Qui risuona da montagna a montagna questa affermazione - Parola di Dio. La ripetono le vallate a eco profonda, si distende sui campi coltivati e rimbalza sulle pietraie riarse di sole. E' scritto nelle rovine di distruzioni e ricostruzioni senza fine, con la terribile ostinazione dell'uomo che vuole impadronirsi e dominare dove non è suo. Questo tremendo appropriarsi per sé e per i propri progetti di ciò che è di Dio, qui è sacrilegio che Dio non perdona. Gesù lo dichiarava scopertamente e le sue parole sono ciò che Dio pensa di questa terra e di tutta la terra e cioè del rapporto di relatività degli uomini a Dio. E la crocifissione di Gesù - è tutta la Bibbia e storia della crocifissione di Dio - è l'eterna risposta degli uomini.
Sento che questa è terra che non sarà mai terra di conquista. E' terra promessa. Non potrà mai essere posseduta. E' terra condannata ad essere di nessuno, perché è semplicemente e direttamente di Dio. Forse è l'unico pezzo di terra che Dio si è scelto e riservato. Non vi potrà essere volontà d'uomo, volontà di popolo che possa usurpare la proprietà di Dio.
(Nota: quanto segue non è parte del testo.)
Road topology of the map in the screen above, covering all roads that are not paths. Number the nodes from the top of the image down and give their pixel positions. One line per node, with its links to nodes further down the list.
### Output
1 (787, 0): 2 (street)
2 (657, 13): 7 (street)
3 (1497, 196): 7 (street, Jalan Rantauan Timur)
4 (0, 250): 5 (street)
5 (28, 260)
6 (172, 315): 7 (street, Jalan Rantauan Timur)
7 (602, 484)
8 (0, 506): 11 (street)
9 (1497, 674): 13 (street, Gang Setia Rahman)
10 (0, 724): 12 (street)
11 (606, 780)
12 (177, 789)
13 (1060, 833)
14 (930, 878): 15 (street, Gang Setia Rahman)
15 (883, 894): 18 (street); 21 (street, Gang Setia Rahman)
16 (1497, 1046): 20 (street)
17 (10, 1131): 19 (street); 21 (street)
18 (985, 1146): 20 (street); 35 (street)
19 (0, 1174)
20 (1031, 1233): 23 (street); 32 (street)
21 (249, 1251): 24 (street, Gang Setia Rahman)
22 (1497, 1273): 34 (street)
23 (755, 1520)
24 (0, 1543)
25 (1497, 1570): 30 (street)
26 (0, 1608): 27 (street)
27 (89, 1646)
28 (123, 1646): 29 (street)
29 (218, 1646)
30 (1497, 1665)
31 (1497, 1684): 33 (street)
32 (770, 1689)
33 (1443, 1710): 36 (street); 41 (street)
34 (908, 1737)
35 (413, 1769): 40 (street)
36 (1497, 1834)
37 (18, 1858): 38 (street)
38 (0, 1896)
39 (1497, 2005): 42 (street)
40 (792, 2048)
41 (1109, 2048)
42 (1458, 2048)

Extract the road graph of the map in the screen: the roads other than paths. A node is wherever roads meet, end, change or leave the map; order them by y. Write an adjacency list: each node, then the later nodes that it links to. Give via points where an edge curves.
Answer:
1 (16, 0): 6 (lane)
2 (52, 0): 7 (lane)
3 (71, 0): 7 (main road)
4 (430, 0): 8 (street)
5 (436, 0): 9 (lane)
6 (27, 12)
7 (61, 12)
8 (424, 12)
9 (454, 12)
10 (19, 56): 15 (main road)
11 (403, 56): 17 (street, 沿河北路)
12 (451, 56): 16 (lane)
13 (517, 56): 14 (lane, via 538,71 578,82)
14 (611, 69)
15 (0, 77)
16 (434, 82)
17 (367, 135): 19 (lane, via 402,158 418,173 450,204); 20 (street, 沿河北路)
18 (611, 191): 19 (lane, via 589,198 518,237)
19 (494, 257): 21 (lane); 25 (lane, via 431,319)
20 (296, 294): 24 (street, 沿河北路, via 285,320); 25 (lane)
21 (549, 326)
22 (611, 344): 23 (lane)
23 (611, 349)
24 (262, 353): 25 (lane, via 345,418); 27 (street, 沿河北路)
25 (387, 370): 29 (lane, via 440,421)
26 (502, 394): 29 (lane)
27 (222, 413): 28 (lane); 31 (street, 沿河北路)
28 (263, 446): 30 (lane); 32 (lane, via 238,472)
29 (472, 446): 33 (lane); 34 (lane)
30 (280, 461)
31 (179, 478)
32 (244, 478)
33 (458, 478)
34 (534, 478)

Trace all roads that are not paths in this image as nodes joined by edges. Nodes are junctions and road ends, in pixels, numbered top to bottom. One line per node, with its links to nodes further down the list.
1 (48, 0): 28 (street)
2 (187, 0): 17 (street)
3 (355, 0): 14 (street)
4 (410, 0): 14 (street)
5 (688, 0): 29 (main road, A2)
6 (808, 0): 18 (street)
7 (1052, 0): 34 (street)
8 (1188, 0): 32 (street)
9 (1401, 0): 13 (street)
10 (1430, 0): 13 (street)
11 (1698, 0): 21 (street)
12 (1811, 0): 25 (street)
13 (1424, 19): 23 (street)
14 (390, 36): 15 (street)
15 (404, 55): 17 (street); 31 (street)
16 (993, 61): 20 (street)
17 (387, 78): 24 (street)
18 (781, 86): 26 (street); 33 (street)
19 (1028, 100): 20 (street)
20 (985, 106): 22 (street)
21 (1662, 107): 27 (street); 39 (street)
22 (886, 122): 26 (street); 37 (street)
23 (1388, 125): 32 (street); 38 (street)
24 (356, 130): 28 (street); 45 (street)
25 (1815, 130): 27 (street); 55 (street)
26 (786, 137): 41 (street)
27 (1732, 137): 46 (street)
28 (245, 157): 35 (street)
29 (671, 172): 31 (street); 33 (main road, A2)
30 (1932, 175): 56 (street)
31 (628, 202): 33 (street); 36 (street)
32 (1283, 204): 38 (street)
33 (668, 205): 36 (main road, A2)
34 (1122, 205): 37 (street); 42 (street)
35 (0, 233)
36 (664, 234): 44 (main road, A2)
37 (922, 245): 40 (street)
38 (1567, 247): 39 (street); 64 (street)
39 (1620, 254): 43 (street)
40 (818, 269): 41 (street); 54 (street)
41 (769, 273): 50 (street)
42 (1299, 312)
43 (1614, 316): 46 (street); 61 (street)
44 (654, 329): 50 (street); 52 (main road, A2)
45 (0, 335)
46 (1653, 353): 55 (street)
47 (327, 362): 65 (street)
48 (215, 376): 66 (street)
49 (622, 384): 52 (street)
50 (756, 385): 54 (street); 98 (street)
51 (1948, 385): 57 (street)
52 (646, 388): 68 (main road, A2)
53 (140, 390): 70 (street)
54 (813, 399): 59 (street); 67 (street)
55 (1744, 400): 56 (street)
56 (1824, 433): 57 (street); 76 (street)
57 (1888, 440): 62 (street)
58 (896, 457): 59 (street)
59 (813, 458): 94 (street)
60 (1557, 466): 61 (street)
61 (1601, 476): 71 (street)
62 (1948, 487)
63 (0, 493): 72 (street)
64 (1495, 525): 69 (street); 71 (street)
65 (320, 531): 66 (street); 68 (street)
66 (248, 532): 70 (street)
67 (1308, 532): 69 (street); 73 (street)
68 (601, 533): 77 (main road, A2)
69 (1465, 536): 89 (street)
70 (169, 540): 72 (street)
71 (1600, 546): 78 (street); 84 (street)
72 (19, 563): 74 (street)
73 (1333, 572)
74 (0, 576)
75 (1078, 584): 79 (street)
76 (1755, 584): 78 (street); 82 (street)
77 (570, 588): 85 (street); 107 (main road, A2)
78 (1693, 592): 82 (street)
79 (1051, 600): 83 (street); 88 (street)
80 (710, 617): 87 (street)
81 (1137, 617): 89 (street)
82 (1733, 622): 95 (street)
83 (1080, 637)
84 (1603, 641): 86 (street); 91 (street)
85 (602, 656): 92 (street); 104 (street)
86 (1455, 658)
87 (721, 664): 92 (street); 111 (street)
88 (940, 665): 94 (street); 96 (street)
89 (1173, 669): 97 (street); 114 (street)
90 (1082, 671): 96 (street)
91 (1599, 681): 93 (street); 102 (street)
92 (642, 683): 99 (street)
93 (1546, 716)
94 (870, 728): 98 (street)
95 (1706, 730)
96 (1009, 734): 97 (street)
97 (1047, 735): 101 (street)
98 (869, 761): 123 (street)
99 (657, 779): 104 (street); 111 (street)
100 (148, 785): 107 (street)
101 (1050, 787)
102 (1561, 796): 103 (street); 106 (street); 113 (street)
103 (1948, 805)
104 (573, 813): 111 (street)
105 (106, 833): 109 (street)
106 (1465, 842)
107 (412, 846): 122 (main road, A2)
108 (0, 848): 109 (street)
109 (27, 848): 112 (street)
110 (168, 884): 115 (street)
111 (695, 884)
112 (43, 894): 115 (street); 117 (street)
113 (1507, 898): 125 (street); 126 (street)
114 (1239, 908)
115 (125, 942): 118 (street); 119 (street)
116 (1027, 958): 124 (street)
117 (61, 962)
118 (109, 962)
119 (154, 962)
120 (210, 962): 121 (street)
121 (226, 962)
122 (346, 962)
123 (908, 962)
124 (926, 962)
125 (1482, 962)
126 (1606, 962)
Avverto la tremenda illusione,semplicemente su un piano di Fede e in una sensibilità suscitata da contemplazione misteriosa, avverto la tremenda illusione della storia attuale.
Questa terra ancora una volta respingerà la conquista, rifiuterà la costruzione dell'uomo e la sopraffazione della sua civiltà. E' una semplice legge di rigetto. Mi sembra di sentirlo anche fisicamente. Lo vedo specialmente, nella costruzione delle città. Sono case già morte, non sono nate da questa terra. Costruite come colombari enormi di cimitero. Vuote ad aspettare che uomini vivi vengano a morirvi, come a seppellirsi là dentro nel tentativo di rendere viventi città nate morte.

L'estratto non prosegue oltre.